E poi ancora la storia di Antonietta Tuccillo, una combattente che ha trasformato la malattia in creatività diventando una stilista e che per l’occasione ha affidato la sua storia La mia seconda vita all’attrice Giorgia Trasselli. Tuccillo ha avuto due speciali testimonial del suo brand, l’attore italo-londinese Ottaviano Blitch e la Miss Italia 2022, Lavinia Abate. «La tragicità può portare a cambiamenti positivi ha sottolineato sul palco  io la rivincita l’ho trovata una mattina in un cassetto. Un uncinetto. Da lì le mie creazioni che mi fanno sperare in un domani fatto di luce e gioia».

Antonietta ha così ricevuto il riconoscimento Un sorriso per Elena, istituito con la famiglia di Elena Augello, scomparsa pochi mesi fa a 40 anni, a sostegno di una paziente oncologica in difficoltà dalla cugina Marina Augello e dalla figlia Chiara, unitamente ad Alba Coppetti, giovane ragazza licenziata causa tumore e fortunatamente reintegrata successivamente nell’impresa di Daniele Brunamonti, tra i donors del contributo economico.

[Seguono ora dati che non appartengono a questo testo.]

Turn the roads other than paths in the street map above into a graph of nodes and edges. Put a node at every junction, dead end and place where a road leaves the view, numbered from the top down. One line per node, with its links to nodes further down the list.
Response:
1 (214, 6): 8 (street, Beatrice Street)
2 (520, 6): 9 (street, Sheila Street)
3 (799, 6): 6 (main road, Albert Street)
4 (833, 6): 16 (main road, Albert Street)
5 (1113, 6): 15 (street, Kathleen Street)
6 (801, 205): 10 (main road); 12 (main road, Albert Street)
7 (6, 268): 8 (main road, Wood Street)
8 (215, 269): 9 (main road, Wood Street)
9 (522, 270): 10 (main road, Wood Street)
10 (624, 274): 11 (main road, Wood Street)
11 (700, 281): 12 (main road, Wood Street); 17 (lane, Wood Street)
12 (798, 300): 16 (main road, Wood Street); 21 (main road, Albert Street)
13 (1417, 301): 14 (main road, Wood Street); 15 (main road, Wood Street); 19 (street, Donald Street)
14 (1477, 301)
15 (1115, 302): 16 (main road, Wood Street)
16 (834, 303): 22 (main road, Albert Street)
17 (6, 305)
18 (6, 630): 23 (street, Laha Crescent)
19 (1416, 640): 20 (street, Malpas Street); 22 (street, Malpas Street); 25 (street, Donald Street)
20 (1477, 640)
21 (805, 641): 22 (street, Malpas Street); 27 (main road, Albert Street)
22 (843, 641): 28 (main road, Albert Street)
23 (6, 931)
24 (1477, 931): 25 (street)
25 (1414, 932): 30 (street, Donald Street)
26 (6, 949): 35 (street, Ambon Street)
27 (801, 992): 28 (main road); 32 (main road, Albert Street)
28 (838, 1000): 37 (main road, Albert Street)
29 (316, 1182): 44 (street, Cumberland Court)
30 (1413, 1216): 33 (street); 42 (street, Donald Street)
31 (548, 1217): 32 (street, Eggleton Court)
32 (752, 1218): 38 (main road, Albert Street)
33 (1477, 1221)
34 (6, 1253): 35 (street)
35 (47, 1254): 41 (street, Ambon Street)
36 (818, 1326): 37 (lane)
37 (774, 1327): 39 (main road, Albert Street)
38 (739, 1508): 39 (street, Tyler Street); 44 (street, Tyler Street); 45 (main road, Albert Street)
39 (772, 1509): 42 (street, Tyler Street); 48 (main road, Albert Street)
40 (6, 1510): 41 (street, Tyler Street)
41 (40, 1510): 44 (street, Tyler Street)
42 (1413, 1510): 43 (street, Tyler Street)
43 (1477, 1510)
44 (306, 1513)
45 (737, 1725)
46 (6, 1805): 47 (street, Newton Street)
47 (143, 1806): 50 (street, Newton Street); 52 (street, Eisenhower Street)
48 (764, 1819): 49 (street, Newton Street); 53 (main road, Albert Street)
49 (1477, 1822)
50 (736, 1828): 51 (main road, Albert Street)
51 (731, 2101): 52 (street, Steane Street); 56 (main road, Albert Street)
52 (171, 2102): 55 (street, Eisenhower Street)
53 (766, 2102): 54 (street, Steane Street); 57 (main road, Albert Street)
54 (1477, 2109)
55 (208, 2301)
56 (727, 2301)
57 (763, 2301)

La kermesse ha ospitato anche due donne, già presenti alla precedente edizione, che hanno raccontato il loro “giorno dopo”: Carolina Marconi, che dal palco aveva lanciato il tema dell’oblio oncologico e che sulla legge appena approvata alla Camera dei Deputati, ha sottolineato: «dieci anni dalla fine di un tumore sono tanti per avere finalmente vita e dignità. Spero che quando la legge arriverà in Senato verranno accorciati i tempi». Con lei Ezio Bonanni, editore del Giornale della Salute, che ha proposto: «i tempi di guarigione dovrebbero essere affidati al singolo caso, non uguali per tutti».

Altra ospite di eccezione è stata Filomena Lamberti, sfregiata con l’acido dal marito cui aveva ribadito la sua volontà di separarsi che ha spiegato: «violenza fisica, verbale, psicologica ed economica. Sono tutte forme di violenza che vanno condannate. La biodermogenesi mi cura pelle e anima». Tra coloro che hanno ricevuto il Camomilla Award anche il noto giornalista e conduttore televisivo, Massimo Bernardini, che in diretta ha confessato di «aver alzato le mani sulla sua mamma» e che, nel suo intervento, oltre al grande pentimento, ha sottolineato l’importanza dell’educazione nel contrastare la violenza di genere. «Il prezzo da pagare per noi uomini non sarà mai abbastanza alto quando attacchiamo, violentiamo o uccidiamo una donna. L’educazione è un cammino che non va mai mollato», ha ribadito dal palco il giornalista.

Hanno ricevuto il Camomilla Award la giornalista sportiva Greta Beccaglia, premiata da Ivan Zazzaroni, direttore del Corriere dello Sport, la conduttrice televisiva, Samantha De Grenet, premiata da Mara Pisano, Owner di Acaia Medical, Daniele Angelo Giarratano e Gianfranco Natelli dell’Arma dei Carabinieri, premiati dalla sottosegretaria alla Cultura, Lucia Borgonzoni, il Direttore de il Messaggero, Massimo Martinelli, per la rubrica “Mind the gap”, la straordinaria vocalist Silvia Mezzanotte e la trasmissione di Mediaset “Le Iene”, rappresentata da Nina Palmieri e Filippo Roma.